In terms of the key scientific achievements, here is a summary of a few highlights.
Colin DeGraf has mainly worked on Area A of the ERC grant. He has developed novel black hole seed models and demonstrated their impact in state-of-the-art simulations. This is very relevant for the cosmic black hole merger rates that future gravitational wave detectors will be able to probe (IPTA, LISA), and this work allowed us to join the LISA consortium. This work is summarized in DeGraf & Sijacki, 2020, MNRAS, 491, 49. More recently, Colin also worked on the emerging field of multi-messenger astrophysics, demonstrating the link between merging black holes and morphological signatures of their host galaxies, with key results summarized in DeGraf et al., 2021, MNRAS, 503, 3629. Colin DeGraf has also worked on Area B of the ERC grant, exploring the co-evolution of black holes and galaxies. This resulted in two published papers.
Martin Bourne has mainly worked on Area C of the ERC grant. He has developed an entirely novel method of black hole heating via jets based on the work by Curtis & Sijacki, 2015, MNRAS, 454, 3445. Given the timeliness he has applied this method to compare against the Hitomi (former Astro-H) mission and to constrain the properties of galaxy clusters, heating and turbulence. This work has been published in Bourne & Sijacki, 2017, MNRAS, 472, 4707, Bourne, Sijacki & Puchwein, 2019, MNRAS, 490, 3 and Bourne & Sijacki, 2021, MNRAS, 506, 4 and resulted in Royal Astronomical Society Press Release.
Martin Bourne has done further work related to Area B of the ERC grant exploring the interplay between star formation in galaxies and AGN feedback. This resulted in 4 published papers where specifically emphasis has been placed on the nature of AGN outflows. This together with our efforts with external collaborators (Costa et al. 2018, MNRAS, 473, 4197) has put us in the leading position of theoretically interpreting observational data and currently there is an ongoing fruitful collaboration there. Further more, together with our PhD students Sophie Koudmani and Rosie Talbot, Martin has worked on a novel field of AGN feedback in dwarf galaxies and on the first ever implementation of Blandford-Znajek jets in galaxy formation simulations which resulted in 3 published paper and one submitted.
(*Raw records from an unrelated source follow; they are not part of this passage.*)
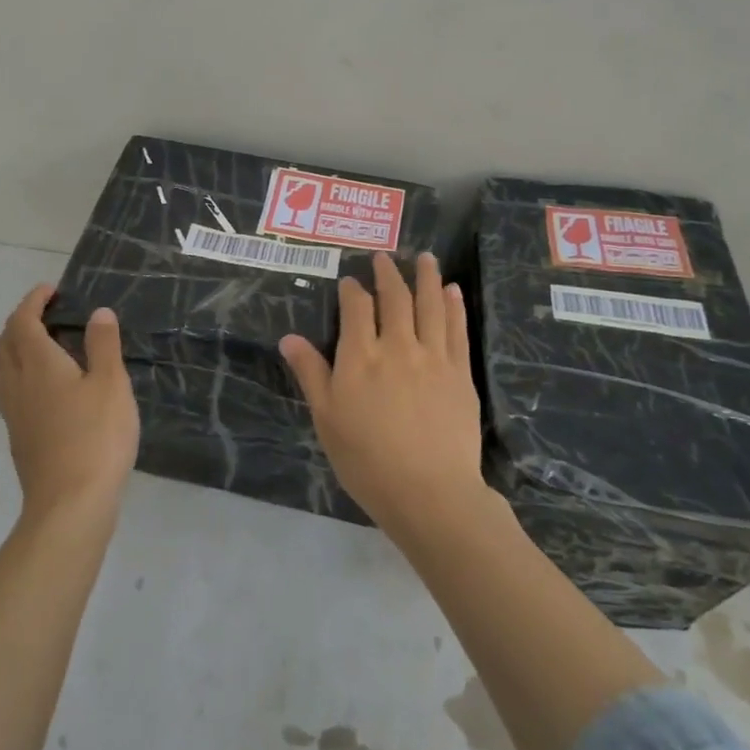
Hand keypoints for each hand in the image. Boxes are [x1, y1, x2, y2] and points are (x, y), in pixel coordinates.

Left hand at [0, 285, 140, 518]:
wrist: (69, 504)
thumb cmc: (96, 437)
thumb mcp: (111, 384)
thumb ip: (104, 345)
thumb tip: (98, 312)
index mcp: (39, 365)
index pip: (23, 322)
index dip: (32, 302)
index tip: (51, 290)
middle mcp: (18, 385)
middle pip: (4, 344)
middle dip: (19, 322)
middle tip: (47, 314)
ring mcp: (14, 414)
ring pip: (2, 370)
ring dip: (16, 348)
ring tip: (45, 345)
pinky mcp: (19, 438)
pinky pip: (10, 392)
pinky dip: (22, 374)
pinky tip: (48, 387)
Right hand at [280, 252, 485, 537]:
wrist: (429, 492)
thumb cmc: (368, 461)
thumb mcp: (327, 420)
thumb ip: (311, 374)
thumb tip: (288, 338)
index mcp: (361, 357)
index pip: (356, 309)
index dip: (352, 290)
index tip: (350, 281)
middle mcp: (398, 346)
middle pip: (394, 298)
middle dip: (388, 274)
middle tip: (384, 257)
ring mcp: (433, 356)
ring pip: (430, 304)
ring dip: (426, 277)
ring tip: (425, 257)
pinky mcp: (460, 371)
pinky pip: (457, 328)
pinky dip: (453, 305)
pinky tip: (452, 290)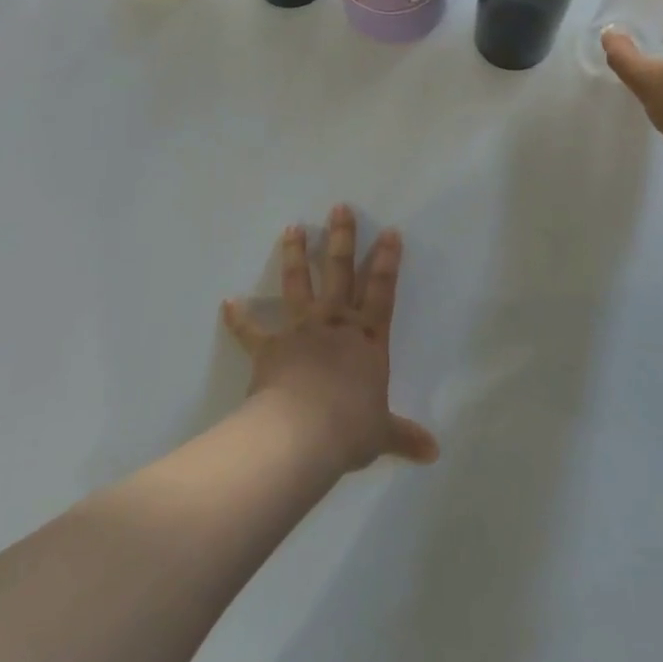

Davide Fiacconi has developed a novel method to incorporate the effect of black hole spin and its imprint on black hole accretion and feedback. This model is needed for diverse parts of Area A, B and C. The model is fully functional now and a paper has been published (Fiacconi, Sijacki, Pringle, 2018, MNRAS, 477, 3807). Note that this model is especially timely given the recent detection of gravitational waves, as it will also permit to simulate merging black holes with a spin. Davide also worked on the evolution of galaxies in the early Universe and on the nature of X-ray sources pertinent to Area B of the ERC grant which resulted in 2 published papers.